なお、詳細につきましては、「第5 経理の状況 1 (1) 連結財務諸表 注記事項 連結財務諸表作成のための基本となる重要な事項」に記載しております。
② 当連結会計年度の経営成績等の状況に関する認識及び分析・検討内容
a.経営成績の分析
<売上高>みそ事業では、生みそが堅調に推移したほか、2017年9月に発売した液状みその売上が寄与し、売上高は、47億80百万円(前年同期比4.0%増)となりました。
豆乳飲料事業では、豆乳が順調に推移したため、売上高は、194億6百万円(前年同期比4.0%増)となりました。
その他食品事業では「豆乳グルト400g」や水煮大豆の売上が順調に推移したため、売上高は、21億35百万円(前年同期比3.0%増)となりました。
技術指導料その他では、技術指導料及び受取ロイヤリティーとして、売上高18百万円(前年同期比0.6%増)を計上いたしました。
その結果、当連結会計年度における売上高は263億40百万円となり、前連結会計年度と比べ9億94百万円増加いたしました。
<営業利益>当連結会計年度における営業利益は、3億79百万円となり、前連結会計年度に比べ3億30百万円減少いたしました。運賃、水道光熱費及び子会社であるマルサンアイ鳥取株式会社の減価償却費等の製造原価が増加したためであります。
<経常利益>当連結会計年度における経常利益は、4億14百万円となり、前連結会計年度に比べ5億7百万円減少いたしました。主に営業利益が減少したためであります。

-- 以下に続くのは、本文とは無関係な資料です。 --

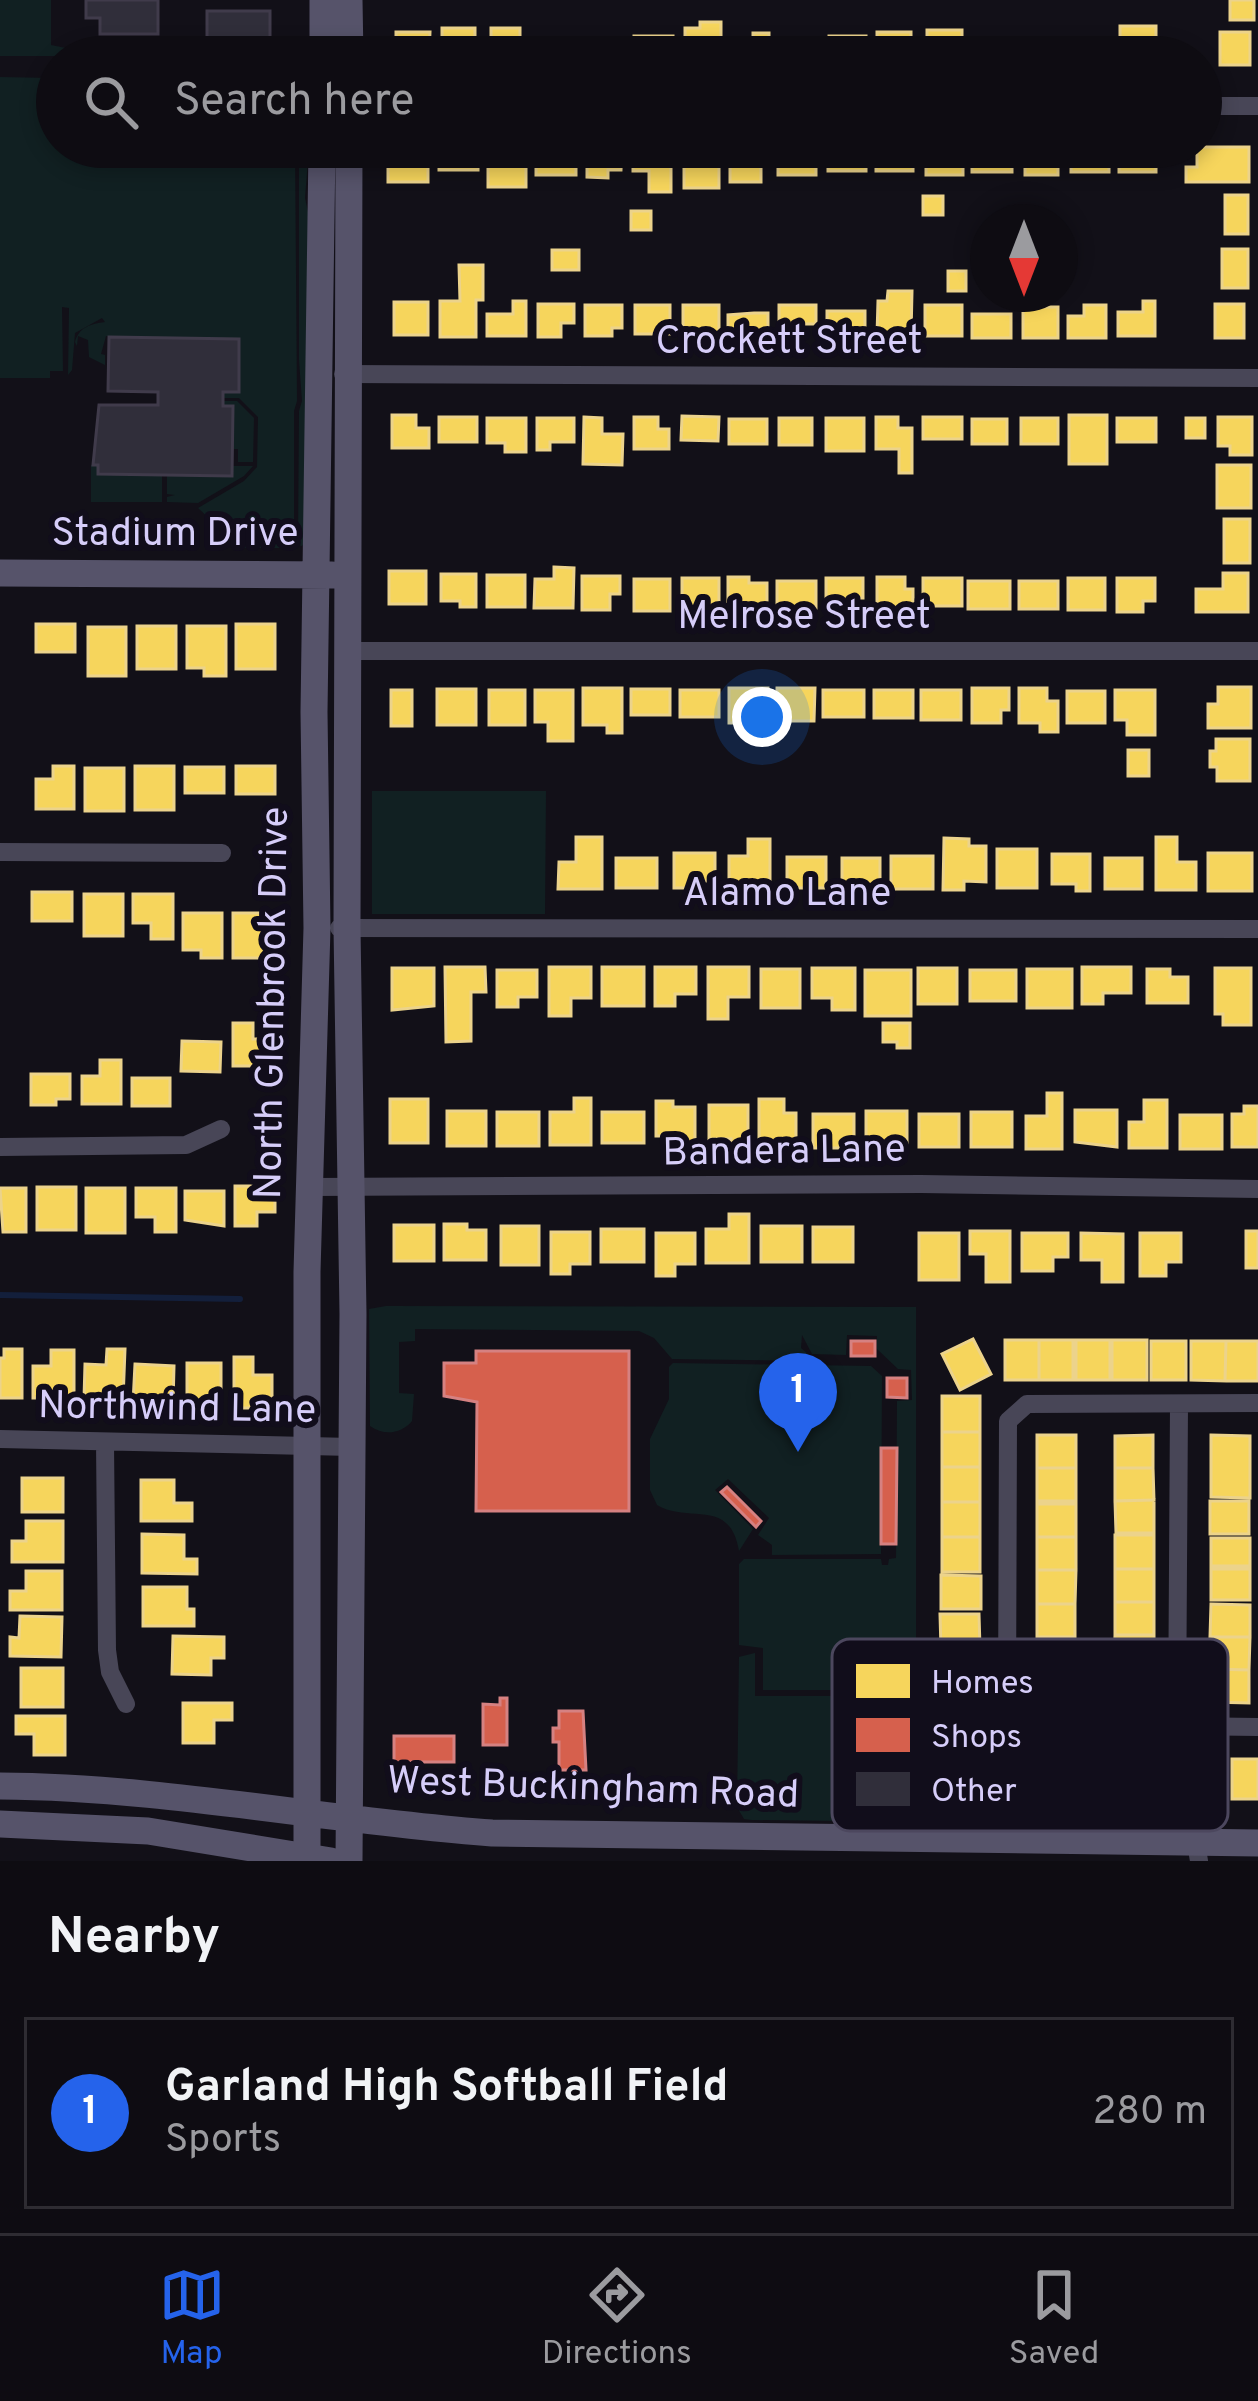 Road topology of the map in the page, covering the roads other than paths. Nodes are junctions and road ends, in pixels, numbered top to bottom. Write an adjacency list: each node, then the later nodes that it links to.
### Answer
1 (323, 0): 3 (main road)
2 (350, 0): 4 (main road)
3 (323, 36)
4 (350, 36)
5 (1222, 106): 6 (street)
6 (1258, 106)
7 (323, 168): 9 (main road, North Glenbrook Drive)
8 (348, 168): 9 (main road, North Glenbrook Drive)
9 (334, 374): 10 (street, Crockett Street); 12 (main road, North Glenbrook Drive); 13 (main road, North Glenbrook Drive)
10 (1258, 378)
11 (0, 573): 12 (main road, Stadium Drive)
12 (319, 575): 13 (main road, Stadium Drive); 18 (main road, North Glenbrook Drive)
13 (350, 575): 14 (main road, North Glenbrook Drive)
14 (349, 651): 15 (street, Melrose Street); 19 (main road, North Glenbrook Drive)
15 (1258, 651)
16 (0, 852): 17 (street)
17 (222, 853)
18 (316, 928): 19 (street, Alamo Lane); 24 (main road, North Glenbrook Drive)
19 (347, 928): 20 (street, Alamo Lane); 23 (main road, North Glenbrook Drive)
20 (1258, 929)
21 (221, 1129): 22 (street)
22 (0, 1147)
23 (351, 1186): 24 (street, Bandera Lane); 25 (street, Bandera Lane); 31 (main road, North Glenbrook Drive)
24 (311, 1187): 30 (main road, North Glenbrook Drive)
25 (1258, 1189)
26 (1258, 1403): 27 (street)
27 (1179, 1406): 32 (street); 33 (street)
28 (0, 1439): 29 (street, Northwind Lane)
29 (105, 1442): 30 (street, Northwind Lane); 34 (street)
30 (308, 1445): 31 (street, Northwind Lane); 38 (main road, North Glenbrook Drive)
31 (352, 1447): 39 (main road, North Glenbrook Drive)
32 (1007, 1639)
33 (1178, 1639)
34 (126, 1704)
35 (1228, 1727): 36 (street)
36 (1258, 1727)
37 (0, 1786): 38 (main road, West Buckingham Road)
38 (308, 1814): 39 (main road, West Buckingham Road); 44 (main road, North Glenbrook Drive)
39 (350, 1819): 42 (main road, West Buckingham Road); 45 (main road, North Glenbrook Drive)
40 (0, 1824): 44 (main road)
41 (1258, 1843): 43 (main road, West Buckingham Road)
42 (727, 1849): 43 (main road, West Buckingham Road)
43 (1198, 1851)
44 (315, 1860)
45 (349, 1861) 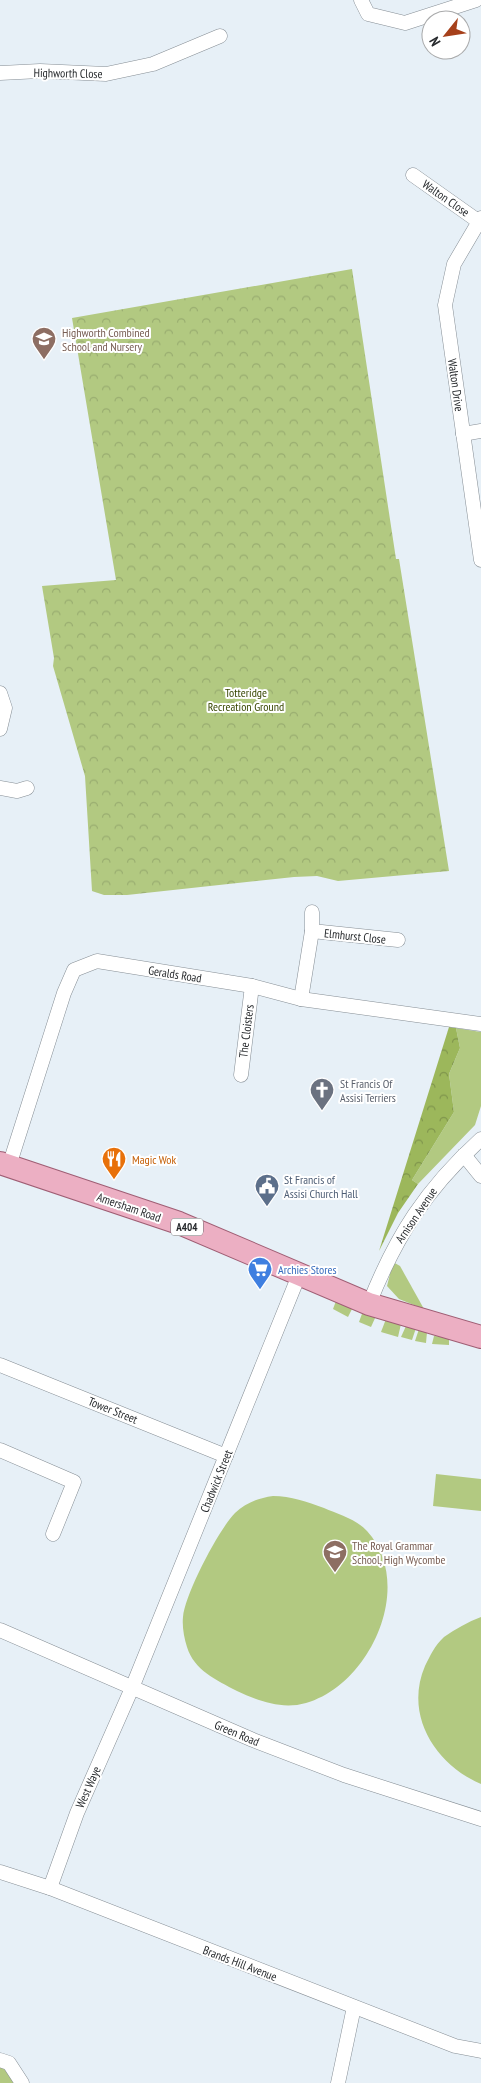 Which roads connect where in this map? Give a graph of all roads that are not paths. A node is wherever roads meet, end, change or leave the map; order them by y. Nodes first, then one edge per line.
1 (361, 0) edge
2 (476, 0) edge
3 (220, 36) dead end
4 (0, 74) edge
5 (413, 175) dead end
6 (480, 220) edge
7 (481, 431) edge
8 (464, 434) junction
9 (481, 560) edge
10 (0, 693) edge
11 (0, 729) edge
12 (0, 788) edge
13 (27, 788) dead end
14 (312, 912) dead end
15 (312, 932) junction
16 (398, 940) dead end
17 (252, 986) junction
18 (301, 999) junction
19 (481, 1024) edge
20 (241, 1075) dead end
21 (481, 1139) edge
22 (464, 1154) junction
23 (4, 1165) edge
24 (481, 1176) edge
25 (299, 1275) junction
26 (369, 1304) junction
27 (481, 1337) edge
28 (0, 1365) edge
29 (0, 1450) edge
30 (226, 1456) junction
31 (53, 1534) dead end
32 (0, 1630) edge
33 (132, 1688) junction
34 (481, 1819) edge
35 (0, 1872) edge
36 (50, 1888) junction
37 (354, 2007) junction
38 (481, 2051) edge
39 (0, 2060) edge
40 (22, 2083) edge
41 (338, 2083) edge

1 - 2 street
3 - 4 street, Highworth Close
5 - 6 street, Walton Close
6 - 8 street, Walton Drive
7 - 8 street
8 - 9 street, Walton Drive
10 - 11 street
12 - 13 street
14 - 15 street, Elmhurst Close
15 - 16 street, Elmhurst Close
15 - 18 street, Elmhurst Close
17 - 18 street, Geralds Road
17 - 20 street, The Cloisters
17 - 23 street, Geralds Road
18 - 19 street, Geralds Road
21 - 22 street, Arnison Avenue
22 - 24 street
22 - 26 street, Arnison Avenue
23 - 25 main road, Amersham Road / A404
25 - 26 main road, Amersham Road / A404
25 - 30 street, Chadwick Street
26 - 27 main road, Amersham Road / A404
28 - 30 street, Tower Street
29 - 31 street
30 - 33 street, Chadwick Street
32 - 33 street, Green Road
33 - 34 street, Green Road
33 - 36 street, West Waye
35 - 36 street, Brands Hill Avenue
36 - 37 street, Brands Hill Avenue
37 - 38 street, Brands Hill Avenue
37 - 41 street
39 - 40 street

<親会社株主に帰属する当期純利益>当連結会計年度における親会社株主に帰属する当期純利益は、11億46百万円となり、前連結会計年度に比べ7億33百万円増加いたしました。マルサンアイ鳥取株式会社に対する補助金収入12億83百万円があったためであります。
b.財政状態の分析
財政状態の分析につきましては、「第2 事業の状況 3 経営者による財政状態、経営成績及びキャッシュ・フローの状況の分析 (1)経営成績等の状況の概要 ① 財政状態及び経営成績の状況」に記載しております。
c.キャッシュ・フローの状況の分析
キャッシュ・フローの状況の分析につきましては、「第2 事業の状況 3 経営者による財政状態、経営成績及びキャッシュ・フローの状況の分析 (1)経営成績等の状況の概要 ② キャッシュ・フローの状況」に記載しております。